_TASK DETAILS_:
Out of the listing below, copy every line that carries the string "INDAH".

_EXERCISE DATA_:
***
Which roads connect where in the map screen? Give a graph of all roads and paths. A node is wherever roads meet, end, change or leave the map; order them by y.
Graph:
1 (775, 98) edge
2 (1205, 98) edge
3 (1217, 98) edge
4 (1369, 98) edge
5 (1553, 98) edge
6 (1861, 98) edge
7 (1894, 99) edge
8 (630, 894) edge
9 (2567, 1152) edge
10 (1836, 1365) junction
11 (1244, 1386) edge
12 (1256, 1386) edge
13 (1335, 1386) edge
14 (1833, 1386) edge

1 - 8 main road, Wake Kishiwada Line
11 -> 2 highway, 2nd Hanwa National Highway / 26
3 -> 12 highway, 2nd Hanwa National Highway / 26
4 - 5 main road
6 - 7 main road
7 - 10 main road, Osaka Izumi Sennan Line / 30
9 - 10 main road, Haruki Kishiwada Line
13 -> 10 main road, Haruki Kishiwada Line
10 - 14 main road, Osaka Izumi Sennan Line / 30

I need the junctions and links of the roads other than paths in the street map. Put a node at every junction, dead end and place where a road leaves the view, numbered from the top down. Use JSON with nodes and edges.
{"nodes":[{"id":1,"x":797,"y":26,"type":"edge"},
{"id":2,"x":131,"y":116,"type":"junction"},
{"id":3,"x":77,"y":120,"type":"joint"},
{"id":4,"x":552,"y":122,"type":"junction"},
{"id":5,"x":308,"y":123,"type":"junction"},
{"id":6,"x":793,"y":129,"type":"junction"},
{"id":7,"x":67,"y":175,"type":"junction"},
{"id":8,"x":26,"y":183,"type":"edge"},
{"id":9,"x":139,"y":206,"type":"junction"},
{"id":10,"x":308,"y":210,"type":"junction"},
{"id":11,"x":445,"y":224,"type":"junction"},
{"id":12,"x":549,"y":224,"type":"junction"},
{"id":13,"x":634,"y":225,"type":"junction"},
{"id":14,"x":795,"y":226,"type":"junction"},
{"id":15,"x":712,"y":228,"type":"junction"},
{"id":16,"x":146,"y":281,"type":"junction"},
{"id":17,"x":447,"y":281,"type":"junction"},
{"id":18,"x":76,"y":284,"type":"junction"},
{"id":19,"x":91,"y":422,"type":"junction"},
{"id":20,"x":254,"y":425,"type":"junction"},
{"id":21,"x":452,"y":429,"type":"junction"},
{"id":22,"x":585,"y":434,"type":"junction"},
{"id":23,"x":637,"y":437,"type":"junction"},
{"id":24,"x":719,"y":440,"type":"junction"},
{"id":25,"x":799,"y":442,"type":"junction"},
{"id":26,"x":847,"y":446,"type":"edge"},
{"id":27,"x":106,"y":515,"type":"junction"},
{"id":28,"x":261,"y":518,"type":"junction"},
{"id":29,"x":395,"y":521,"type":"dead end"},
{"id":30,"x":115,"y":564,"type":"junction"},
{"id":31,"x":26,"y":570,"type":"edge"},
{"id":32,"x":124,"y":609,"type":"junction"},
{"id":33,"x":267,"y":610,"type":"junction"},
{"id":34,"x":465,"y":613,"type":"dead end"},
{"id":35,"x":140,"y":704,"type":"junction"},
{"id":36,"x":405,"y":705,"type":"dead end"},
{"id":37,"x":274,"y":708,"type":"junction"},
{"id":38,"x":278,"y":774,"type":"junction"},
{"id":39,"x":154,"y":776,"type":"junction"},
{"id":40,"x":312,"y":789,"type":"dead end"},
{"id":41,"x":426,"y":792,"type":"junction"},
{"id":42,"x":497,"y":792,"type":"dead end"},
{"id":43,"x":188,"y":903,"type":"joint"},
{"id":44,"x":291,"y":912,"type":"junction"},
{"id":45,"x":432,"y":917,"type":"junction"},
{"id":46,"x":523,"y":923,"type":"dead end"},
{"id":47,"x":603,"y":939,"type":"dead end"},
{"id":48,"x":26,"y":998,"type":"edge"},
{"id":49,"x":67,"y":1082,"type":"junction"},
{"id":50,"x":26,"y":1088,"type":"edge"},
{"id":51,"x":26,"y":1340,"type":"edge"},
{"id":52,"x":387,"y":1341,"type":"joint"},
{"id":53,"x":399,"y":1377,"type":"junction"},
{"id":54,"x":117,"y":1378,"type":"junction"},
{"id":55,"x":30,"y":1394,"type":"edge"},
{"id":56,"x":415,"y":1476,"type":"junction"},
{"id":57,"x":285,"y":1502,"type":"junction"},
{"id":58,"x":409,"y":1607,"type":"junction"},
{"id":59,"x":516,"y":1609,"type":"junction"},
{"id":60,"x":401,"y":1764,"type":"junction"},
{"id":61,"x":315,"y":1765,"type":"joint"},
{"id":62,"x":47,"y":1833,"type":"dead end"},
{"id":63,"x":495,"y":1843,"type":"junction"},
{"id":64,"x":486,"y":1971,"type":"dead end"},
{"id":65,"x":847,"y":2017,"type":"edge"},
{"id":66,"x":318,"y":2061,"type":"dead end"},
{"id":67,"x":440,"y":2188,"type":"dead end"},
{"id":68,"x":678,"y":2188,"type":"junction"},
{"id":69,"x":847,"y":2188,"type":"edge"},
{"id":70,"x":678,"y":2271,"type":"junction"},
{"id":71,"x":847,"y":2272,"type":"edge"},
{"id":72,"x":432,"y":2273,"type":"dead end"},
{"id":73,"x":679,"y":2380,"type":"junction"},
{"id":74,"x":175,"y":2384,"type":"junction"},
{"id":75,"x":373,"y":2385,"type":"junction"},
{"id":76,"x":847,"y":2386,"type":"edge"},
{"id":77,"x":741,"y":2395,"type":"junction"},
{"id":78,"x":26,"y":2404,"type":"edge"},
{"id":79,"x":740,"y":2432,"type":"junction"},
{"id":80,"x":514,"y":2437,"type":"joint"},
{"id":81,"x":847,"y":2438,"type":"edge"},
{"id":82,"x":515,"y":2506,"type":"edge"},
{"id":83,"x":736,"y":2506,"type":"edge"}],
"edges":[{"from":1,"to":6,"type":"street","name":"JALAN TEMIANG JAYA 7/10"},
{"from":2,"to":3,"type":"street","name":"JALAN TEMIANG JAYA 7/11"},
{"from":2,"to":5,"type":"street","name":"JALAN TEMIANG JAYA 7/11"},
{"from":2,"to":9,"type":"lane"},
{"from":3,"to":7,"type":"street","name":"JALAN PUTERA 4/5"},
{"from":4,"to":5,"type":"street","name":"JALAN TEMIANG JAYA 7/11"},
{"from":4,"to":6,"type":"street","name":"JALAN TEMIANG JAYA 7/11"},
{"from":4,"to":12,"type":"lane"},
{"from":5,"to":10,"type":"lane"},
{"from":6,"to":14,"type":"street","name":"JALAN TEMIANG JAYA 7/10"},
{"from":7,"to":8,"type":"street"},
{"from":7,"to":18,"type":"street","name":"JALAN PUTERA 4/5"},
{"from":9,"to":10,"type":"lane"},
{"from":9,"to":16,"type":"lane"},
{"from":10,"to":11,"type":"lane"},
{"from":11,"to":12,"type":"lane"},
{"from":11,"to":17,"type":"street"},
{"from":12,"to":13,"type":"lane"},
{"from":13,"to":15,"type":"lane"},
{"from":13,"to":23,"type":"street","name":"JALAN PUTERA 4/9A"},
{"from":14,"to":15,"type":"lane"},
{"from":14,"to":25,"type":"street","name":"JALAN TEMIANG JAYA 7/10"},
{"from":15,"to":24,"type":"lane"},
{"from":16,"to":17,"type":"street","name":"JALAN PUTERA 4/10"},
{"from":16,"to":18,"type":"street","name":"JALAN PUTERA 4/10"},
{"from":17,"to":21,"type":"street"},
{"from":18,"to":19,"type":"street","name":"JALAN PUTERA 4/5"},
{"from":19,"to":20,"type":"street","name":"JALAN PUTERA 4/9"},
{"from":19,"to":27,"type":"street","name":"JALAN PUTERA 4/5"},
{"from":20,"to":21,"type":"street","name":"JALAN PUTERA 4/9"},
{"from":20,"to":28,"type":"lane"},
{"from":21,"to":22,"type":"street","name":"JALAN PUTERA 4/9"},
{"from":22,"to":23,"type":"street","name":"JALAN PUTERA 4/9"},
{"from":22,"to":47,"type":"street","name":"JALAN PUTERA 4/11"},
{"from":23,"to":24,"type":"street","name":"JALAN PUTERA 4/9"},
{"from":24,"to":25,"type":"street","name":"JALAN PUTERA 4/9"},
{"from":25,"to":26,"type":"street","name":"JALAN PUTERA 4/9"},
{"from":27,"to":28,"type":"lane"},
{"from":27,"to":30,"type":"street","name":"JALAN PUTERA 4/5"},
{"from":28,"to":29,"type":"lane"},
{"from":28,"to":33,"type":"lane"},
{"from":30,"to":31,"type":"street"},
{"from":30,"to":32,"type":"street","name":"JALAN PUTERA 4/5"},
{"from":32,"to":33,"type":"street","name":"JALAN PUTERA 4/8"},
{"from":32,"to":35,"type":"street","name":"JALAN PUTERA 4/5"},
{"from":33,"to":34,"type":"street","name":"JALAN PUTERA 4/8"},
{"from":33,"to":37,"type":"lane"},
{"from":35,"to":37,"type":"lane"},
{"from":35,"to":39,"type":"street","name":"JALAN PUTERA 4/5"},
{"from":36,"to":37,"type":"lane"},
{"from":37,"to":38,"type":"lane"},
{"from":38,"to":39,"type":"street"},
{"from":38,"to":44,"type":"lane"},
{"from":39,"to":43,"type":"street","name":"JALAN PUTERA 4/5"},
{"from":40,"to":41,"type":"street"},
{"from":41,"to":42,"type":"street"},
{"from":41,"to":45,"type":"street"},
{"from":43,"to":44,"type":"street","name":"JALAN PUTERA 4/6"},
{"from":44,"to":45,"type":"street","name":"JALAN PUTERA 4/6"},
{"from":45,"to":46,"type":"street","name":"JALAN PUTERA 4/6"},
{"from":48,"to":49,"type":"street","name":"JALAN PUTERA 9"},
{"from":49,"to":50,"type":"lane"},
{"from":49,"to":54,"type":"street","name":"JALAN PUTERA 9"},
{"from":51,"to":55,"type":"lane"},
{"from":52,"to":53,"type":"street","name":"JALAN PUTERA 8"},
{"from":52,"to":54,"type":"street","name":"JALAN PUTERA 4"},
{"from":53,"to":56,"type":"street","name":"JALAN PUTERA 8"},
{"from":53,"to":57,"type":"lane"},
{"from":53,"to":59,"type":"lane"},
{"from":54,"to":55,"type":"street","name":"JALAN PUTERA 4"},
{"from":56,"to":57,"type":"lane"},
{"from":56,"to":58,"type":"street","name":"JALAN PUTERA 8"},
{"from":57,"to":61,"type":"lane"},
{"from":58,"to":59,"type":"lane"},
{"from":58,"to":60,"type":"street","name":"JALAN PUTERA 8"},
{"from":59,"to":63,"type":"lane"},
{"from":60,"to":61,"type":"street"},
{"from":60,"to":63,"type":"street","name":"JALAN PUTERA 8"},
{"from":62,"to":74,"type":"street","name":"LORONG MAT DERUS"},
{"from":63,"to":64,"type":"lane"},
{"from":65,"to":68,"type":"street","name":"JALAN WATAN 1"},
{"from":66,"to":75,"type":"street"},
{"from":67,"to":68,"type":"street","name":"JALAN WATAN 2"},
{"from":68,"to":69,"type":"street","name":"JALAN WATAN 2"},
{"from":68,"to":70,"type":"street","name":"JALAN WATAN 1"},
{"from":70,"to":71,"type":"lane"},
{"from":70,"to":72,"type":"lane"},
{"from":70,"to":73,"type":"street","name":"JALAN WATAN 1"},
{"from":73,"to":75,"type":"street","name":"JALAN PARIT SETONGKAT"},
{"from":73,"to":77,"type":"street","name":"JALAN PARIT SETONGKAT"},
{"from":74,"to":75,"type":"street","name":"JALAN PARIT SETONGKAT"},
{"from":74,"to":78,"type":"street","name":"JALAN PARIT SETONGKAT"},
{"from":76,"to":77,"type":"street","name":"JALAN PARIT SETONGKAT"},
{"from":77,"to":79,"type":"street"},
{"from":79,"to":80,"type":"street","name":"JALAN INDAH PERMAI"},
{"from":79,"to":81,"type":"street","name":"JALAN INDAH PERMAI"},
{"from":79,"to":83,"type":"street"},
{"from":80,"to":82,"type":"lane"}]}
***
_RESULT FOR THIS TASK_:
{"from":79,"to":80,"type":"street","name":"JALAN INDAH PERMAI"},
{"from":79,"to":81,"type":"street","name":"JALAN INDAH PERMAI"},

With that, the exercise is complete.